A former Baltimore city assistant state’s attorney accused of using his job to stalk and harass ex-girlfriends is arguing that his case should be dismissed because state prosecutors did not have proper authority to pursue the charges against him.
The motion to dismiss takes aim at the Office of the Maryland State Prosecutor, which has limited authority to bring cases under state law.
“OSP is restricted, generally, to four categories of criminal offenses pertaining to either (1) state election laws, (2) the state public ethics law, (3) the state bribery laws, or (4) misconduct in office,” Adam Chaudry’s lawyer, Patrick Seidel, wrote in the motion.
The motion was filed in May, shortly before Chaudry turned down a plea offer that included a one-year prison term. The document was not available in the public court file for some time, though, because of a dispute over redactions.
Chaudry, 42, faces 88 counts, including stalking, extortion and misconduct in office. He is accused of using his position as a prosecutor to subpoena phone records for multiple people who were never the targets of any investigation by the Baltimore State’s Attorney’s Office, including two former romantic partners he is also accused of stalking and harassing.
Chaudry’s motion to dismiss argues that many of the charges should be thrown out because the Office of State Prosecutor did not include them in a report provided to Baltimore State’s Attorney Marilyn Mosby in September 2021. The omission also means the entire indictment is flawed, the motion argues.
The Office of State Prosecutor is required to provide a confidential report to the attorney general and to the state’s attorney who has jurisdiction over the alleged crimes under investigation.
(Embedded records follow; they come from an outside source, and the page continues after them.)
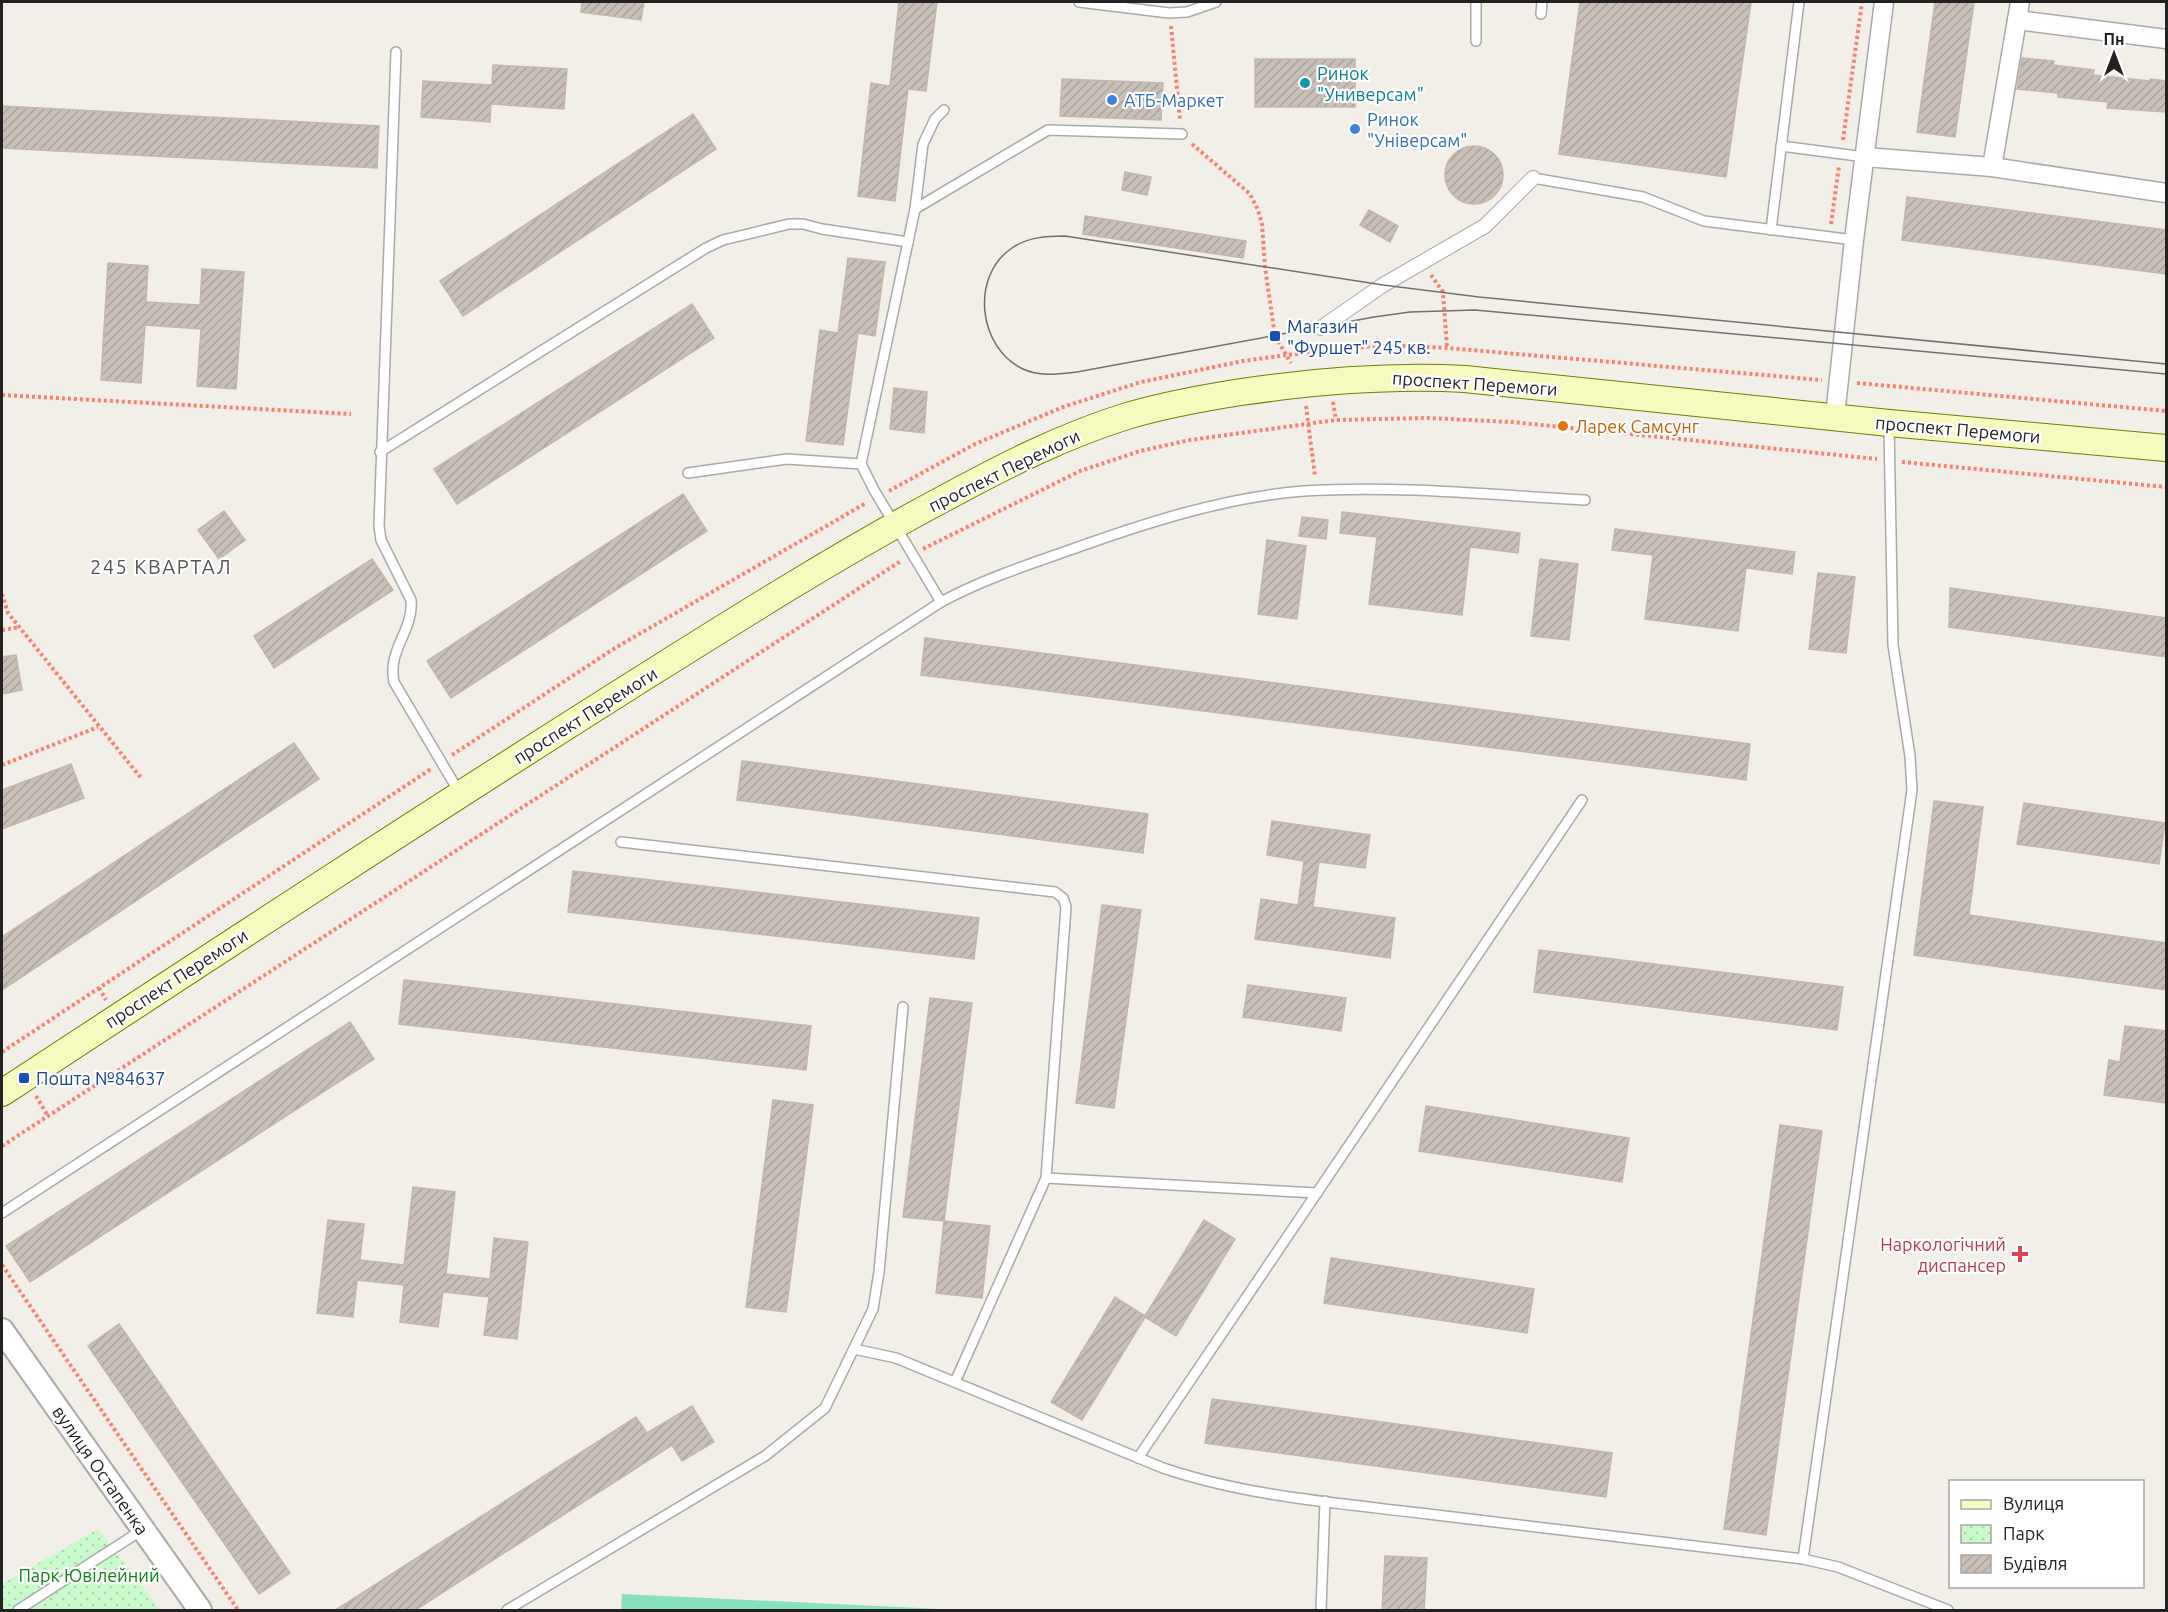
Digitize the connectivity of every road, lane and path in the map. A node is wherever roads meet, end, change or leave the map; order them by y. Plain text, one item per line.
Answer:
1 (1079, 2) edge
2 (1216, 2) edge
3 (1476, 2) edge
4 (1542, 2) edge
5 (1799, 2) edge
6 (1862, 2) edge
7 (1884, 2) edge
8 (2020, 2) edge
9 (1169, 13) junction
10 (1540, 14) dead end
11 (2017, 20) junction
12 (2166, 39) edge
13 (1476, 42) dead end
14 (396, 52) dead end
15 (944, 110) dead end
16 (1182, 134) junction
17 (1781, 146) junction
18 (1841, 153) junction
19 (1865, 157) junction
20 (1992, 167) junction
21 (1533, 178) joint
22 (2166, 193) edge
23 (915, 209) junction
24 (1771, 230) junction
25 (1830, 237) junction
26 (1854, 240) junction
27 (908, 242) junction
28 (1422, 262) junction
29 (1322, 328) dead end
30 (1447, 348) dead end
31 (1303, 383) junction
32 (2, 395) edge
33 (351, 414) dead end
34 (1835, 416) junction
35 (1309, 423) junction
36 (1889, 423) junction
37 (2166, 448) edge
38 (380, 452) junction
39 (1890, 461) junction
40 (861, 464) junction
41 (688, 473) dead end
42 (2166, 487) edge
43 (1316, 491) junction
44 (1585, 500) dead end
45 (895, 525) junction
46 (913, 554) junction
47 (2, 594) edge
48 (941, 602) junction
49 (21, 626) junction
50 (2, 630) edge
51 (98, 727) junction
52 (2, 765) edge
53 (141, 778) dead end
54 (460, 793) junction
55 (1582, 800) dead end
56 (621, 842) dead end
57 (903, 1007) dead end
58 (2, 1093) edge
59 (2, 1146) edge
60 (1046, 1179) junction
61 (1317, 1193) junction
62 (2, 1213) edge
63 (2, 1265) edge
64 (2, 1330) edge
65 (854, 1349) junction
66 (955, 1382) junction
67 (1138, 1458) junction
68 (1325, 1501) junction
69 (143, 1530) junction
70 (1803, 1559) junction
71 (18, 1611) edge
72 (200, 1611) edge
73 (238, 1611) edge
74 (507, 1611) edge
75 (1321, 1611) edge
76 (1948, 1611) edge

1 - 9 lane
2 - 9 lane
3 - 13 lane
4 - 10 lane
5 - 17 lane
6 - 18 path
7 - 19 street
8 - 11 street
9 - 16 path
11 - 12 street
11 - 20 street
14 - 38 lane
15 - 23 lane
16 - 23 lane
16 - 31 path
17 - 18 lane
17 - 24 lane
18 - 19 lane
18 - 25 path
19 - 20 street
19 - 26 street
20 - 22 street
21 - 24 lane
21 - 28 street
23 - 27 lane
24 - 25 lane
25 - 26 lane
26 - 34 street
27 - 38 lane
27 - 40 lane
28 - 29 street
28 - 30 path
31 - 34 main road, проспект Перемоги
31 - 35 path
31 - 45 main road, проспект Перемоги
32 - 33 path
34 - 36 main road, проспект Перемоги
35 - 39 path
35 - 43 path
35 - 46 path
36 - 37 main road, проспект Перемоги
36 - 39 lane
38 - 54 lane
39 - 42 path
39 - 70 lane
40 - 41 lane
40 - 45 lane
43 - 44 lane
43 - 48 lane
45 - 46 lane
45 - 54 main road, проспект Перемоги
46 - 48 lane
46 - 59 path
47 - 49 path
48 - 62 lane
49 - 50 path
49 - 51 path
51 - 52 path
51 - 53 path
54 - 58 main road, проспект Перемоги
55 - 61 lane
56 - 60 lane
57 - 65 lane
60 - 61 lane
60 - 66 lane
61 - 67 lane
63 - 73 path
64 - 69 street, вулиця Остапенка
65 - 66 lane
65 - 74 lane
66 - 67 lane
67 - 68 lane
68 - 70 lane
68 - 75 lane
69 - 71 lane
69 - 72 street, вулиця Остапенка
70 - 76 lane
Under state law, the office can prosecute if the state’s attorney waives prosecution or declines to act for 45 days.
Mosby waived prosecution the same day she received the report, according to a response from the Office of State Prosecutor.
The response also argues that the Office of State Prosecutor has broad authority to investigate offenses “constituting criminal malfeasance, misfeasance or nonfeasance in office committed by an officer or an employee of the state, of a political subdivision of the state, or of a bi-county or multicounty unit of the state.”
“The defendant was acting under the color and authority of his office at the time he allegedly committed each criminal offense charged in the indictment,” Deputy State Prosecutor Sarah David wrote in the response.
The motion to dismiss also provides other new details of the case, including that the investigation into Chaudry seems to have been launched after one of his ex-girlfriends reported concerns about his behavior.
The ex-girlfriends are identified in court records, though The Daily Record is not naming them because they are the alleged victims of stalking and harassment. It appears that the names should be redacted under a shielding order included in the public court file.
A “scratch note” written by an investigator indicates that Chaudry met one of the women he was later accused of stalking when she was serving on a grand jury.
A judge has not yet ruled on the motion to dismiss Chaudry’s indictment. Chaudry is set to face trial in December.
One of the women whose records Chaudry requested had been in a romantic relationship with him from 2005 through 2018, according to the indictment, and the other woman was involved with Chaudry from 2017 through 2020. Two other people whose phone records were subpoenaed, even though they were not under investigation, were friends of the first woman, the indictment claims.
Chaudry is accused of requesting the phone records dozens of times between 2019 and 2021. After the first woman ended her relationship with Chaudry in early 2018, he went on to subpoena her phone records 33 times and request her phone contacts 25 times, the indictment charges.
Chaudry also subpoenaed the phone records of the second woman while he was dating her, the indictment claims. Their relationship ended in September 2020.